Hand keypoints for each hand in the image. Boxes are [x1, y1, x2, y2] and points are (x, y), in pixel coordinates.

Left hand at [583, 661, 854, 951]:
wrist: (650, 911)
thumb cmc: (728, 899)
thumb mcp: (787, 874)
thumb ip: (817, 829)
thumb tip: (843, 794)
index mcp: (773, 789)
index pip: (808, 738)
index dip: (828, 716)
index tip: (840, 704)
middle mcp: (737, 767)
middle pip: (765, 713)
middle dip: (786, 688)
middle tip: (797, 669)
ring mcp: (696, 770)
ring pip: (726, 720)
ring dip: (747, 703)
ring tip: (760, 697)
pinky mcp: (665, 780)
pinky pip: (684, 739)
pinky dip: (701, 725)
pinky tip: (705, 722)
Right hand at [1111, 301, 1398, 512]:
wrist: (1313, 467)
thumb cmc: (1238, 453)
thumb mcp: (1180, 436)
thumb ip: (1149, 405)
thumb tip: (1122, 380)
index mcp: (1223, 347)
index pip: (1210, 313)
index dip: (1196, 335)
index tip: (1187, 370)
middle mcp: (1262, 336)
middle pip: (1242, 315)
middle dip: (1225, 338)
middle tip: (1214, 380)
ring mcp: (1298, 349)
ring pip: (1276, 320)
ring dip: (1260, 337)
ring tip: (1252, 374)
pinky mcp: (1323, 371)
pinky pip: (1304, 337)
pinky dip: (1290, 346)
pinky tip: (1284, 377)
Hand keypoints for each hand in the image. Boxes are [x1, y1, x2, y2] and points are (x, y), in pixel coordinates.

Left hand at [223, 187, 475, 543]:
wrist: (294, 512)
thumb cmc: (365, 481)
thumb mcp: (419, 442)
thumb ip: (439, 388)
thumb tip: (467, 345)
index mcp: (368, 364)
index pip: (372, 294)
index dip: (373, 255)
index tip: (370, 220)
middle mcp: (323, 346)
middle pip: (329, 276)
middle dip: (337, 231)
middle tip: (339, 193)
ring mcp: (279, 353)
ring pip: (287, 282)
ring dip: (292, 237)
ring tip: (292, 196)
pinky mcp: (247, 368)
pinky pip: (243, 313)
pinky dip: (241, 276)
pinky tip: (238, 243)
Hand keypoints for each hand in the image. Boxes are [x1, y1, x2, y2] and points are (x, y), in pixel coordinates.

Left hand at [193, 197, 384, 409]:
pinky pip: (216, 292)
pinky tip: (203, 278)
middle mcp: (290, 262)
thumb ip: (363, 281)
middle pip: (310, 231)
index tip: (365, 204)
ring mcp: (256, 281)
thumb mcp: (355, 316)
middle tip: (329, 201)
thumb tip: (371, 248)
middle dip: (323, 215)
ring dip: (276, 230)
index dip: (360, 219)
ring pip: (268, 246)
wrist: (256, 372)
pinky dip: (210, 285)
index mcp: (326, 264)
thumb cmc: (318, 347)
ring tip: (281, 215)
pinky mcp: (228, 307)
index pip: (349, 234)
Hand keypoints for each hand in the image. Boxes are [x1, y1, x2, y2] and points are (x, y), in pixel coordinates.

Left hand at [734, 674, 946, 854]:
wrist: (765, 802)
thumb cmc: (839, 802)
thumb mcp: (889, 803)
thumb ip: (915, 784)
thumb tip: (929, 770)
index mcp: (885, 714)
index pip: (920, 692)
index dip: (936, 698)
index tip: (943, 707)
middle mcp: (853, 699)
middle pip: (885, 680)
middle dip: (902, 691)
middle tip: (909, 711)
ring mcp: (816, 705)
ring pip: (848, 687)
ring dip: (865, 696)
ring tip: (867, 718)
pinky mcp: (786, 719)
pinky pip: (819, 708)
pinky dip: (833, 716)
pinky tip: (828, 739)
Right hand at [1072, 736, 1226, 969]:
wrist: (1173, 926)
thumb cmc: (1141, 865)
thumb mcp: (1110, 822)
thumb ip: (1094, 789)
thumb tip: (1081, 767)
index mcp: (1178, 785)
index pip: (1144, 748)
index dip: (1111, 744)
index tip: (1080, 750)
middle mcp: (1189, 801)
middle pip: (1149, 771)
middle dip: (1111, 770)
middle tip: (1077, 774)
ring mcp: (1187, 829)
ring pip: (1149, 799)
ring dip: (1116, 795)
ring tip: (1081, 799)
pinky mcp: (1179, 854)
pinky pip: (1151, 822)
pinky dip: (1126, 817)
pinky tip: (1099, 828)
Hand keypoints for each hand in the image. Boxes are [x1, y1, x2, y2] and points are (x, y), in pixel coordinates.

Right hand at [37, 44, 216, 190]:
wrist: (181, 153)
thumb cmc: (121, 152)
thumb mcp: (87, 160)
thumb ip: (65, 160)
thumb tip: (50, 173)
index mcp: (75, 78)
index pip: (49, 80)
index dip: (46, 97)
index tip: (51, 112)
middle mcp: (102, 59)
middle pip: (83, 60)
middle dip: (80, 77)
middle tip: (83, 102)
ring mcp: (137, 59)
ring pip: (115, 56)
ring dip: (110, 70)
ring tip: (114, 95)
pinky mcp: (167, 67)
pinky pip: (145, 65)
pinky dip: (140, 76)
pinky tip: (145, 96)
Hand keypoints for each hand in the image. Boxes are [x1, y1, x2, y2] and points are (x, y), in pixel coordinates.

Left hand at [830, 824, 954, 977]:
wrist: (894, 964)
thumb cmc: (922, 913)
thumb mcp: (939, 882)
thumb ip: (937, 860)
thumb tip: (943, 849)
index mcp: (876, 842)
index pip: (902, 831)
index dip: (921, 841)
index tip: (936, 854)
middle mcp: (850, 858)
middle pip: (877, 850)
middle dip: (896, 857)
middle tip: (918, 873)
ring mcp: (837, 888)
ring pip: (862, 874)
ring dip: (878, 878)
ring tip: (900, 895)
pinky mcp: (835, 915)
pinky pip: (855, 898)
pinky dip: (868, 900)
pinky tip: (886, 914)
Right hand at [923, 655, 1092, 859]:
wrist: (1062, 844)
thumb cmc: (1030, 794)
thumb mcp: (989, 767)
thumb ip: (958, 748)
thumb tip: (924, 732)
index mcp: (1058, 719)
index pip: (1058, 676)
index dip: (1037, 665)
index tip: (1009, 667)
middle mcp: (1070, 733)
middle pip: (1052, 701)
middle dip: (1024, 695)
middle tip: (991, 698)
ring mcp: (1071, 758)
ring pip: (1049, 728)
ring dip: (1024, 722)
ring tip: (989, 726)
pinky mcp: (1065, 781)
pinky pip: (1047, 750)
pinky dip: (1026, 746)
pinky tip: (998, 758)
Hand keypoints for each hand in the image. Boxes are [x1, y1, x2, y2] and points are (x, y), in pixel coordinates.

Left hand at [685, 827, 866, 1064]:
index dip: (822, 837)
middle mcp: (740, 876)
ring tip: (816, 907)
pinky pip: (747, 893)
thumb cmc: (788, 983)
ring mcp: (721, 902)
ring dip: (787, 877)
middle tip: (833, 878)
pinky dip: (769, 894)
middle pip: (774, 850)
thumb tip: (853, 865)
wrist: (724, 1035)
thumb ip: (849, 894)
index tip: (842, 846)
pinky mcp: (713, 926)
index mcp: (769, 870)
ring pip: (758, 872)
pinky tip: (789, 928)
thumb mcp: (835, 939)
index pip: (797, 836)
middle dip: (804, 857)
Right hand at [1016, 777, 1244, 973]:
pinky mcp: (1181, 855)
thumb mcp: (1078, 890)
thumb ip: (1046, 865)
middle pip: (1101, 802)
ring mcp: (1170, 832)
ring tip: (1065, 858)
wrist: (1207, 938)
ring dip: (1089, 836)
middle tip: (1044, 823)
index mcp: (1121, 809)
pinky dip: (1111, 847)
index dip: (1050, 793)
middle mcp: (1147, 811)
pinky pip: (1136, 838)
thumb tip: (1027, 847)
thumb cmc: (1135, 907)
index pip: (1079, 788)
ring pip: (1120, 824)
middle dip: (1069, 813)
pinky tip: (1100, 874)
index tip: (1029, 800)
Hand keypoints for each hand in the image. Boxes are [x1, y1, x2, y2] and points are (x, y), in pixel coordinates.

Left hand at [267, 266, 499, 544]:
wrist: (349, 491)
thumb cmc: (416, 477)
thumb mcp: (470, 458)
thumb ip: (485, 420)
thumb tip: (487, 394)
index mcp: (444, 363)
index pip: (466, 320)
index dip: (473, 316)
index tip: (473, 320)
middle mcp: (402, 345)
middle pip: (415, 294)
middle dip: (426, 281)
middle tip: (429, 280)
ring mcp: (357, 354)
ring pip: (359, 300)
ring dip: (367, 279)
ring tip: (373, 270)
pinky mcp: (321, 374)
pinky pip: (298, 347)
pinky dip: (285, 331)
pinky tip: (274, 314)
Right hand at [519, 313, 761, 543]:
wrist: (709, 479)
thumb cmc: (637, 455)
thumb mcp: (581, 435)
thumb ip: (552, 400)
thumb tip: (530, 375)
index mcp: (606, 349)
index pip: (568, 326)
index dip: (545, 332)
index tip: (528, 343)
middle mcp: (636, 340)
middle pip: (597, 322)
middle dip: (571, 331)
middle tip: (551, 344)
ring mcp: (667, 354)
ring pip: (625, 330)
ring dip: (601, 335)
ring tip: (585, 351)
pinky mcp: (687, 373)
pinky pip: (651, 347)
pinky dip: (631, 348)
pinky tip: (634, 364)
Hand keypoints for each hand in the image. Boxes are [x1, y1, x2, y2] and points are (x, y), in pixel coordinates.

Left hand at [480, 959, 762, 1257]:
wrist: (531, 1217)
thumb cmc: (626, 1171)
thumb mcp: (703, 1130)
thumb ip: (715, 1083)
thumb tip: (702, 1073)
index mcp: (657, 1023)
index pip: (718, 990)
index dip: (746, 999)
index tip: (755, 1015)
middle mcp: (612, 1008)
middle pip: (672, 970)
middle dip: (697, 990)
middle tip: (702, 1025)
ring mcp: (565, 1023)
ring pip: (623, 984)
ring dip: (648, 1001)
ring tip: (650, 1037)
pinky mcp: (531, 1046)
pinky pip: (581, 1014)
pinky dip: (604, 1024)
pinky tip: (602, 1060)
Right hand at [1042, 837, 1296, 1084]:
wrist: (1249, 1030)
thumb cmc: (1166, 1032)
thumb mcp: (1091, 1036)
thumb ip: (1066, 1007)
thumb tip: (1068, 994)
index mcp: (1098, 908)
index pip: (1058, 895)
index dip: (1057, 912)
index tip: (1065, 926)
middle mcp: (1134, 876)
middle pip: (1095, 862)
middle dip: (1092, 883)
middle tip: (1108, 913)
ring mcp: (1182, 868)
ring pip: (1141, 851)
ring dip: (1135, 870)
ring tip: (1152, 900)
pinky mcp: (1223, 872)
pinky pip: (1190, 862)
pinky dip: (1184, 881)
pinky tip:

○ ○ ○

→ **YOUR INSTRUCTIONS**: Repeat word for word every line from the start of the entries to the line holding "index dip: (373, 255)", inclusive, and nothing else.

→ **SOLUTION FOR THIS EXERCISE**:
Hand keypoints for each hand in the image. Boxes are [x1, y1, x2, y2] and points are (x, y), in pixel coordinates.

Left hand at [583, 661, 854, 951]:
wrist: (650, 911)
thumb cmc: (728, 899)
thumb mcp: (787, 874)
thumb ip: (817, 829)
thumb tip: (843, 794)
index mcp: (773, 789)
index pip: (808, 738)
index dip: (828, 716)
index tip: (840, 704)
middle mcp: (737, 767)
middle pip: (765, 713)
middle dip: (786, 688)
middle tip: (797, 669)
ring mcp: (696, 770)
ring pip: (726, 720)
ring dip: (747, 703)
ring tip: (760, 697)
pinky mcp: (665, 780)
pinky pip: (684, 739)
pinky dip: (701, 725)
pinky tip: (705, 722)
Right hand at [1111, 301, 1398, 512]:
wrist: (1313, 467)
thumb cmc: (1238, 453)
thumb mcp: (1180, 436)
thumb ip: (1149, 405)
thumb tip: (1122, 380)
index mcp: (1223, 347)
index pip: (1210, 313)
index dip: (1196, 335)
index tip: (1187, 370)
middle mcp: (1262, 336)
middle pip: (1242, 315)
middle dip: (1225, 338)
middle tip: (1214, 380)
ring mcp: (1298, 349)
ring pip: (1276, 320)
ring dip: (1260, 337)
ring tip: (1252, 374)
pinky mcp: (1323, 371)
pinky pip: (1304, 337)
pinky dip: (1290, 346)
pinky tip: (1284, 377)
Hand keypoints for each hand in the image. Boxes are [x1, y1, x2, y2] and points are (x, y), in pixel coordinates.

Left hand at [223, 187, 475, 543]:
wrist: (294, 512)
thumb cmc: (365, 481)
thumb mcp: (419, 442)
thumb ip: (439, 388)
thumb tip: (467, 345)
index mcp: (368, 364)
index pip: (372, 294)
index dip: (373, 255)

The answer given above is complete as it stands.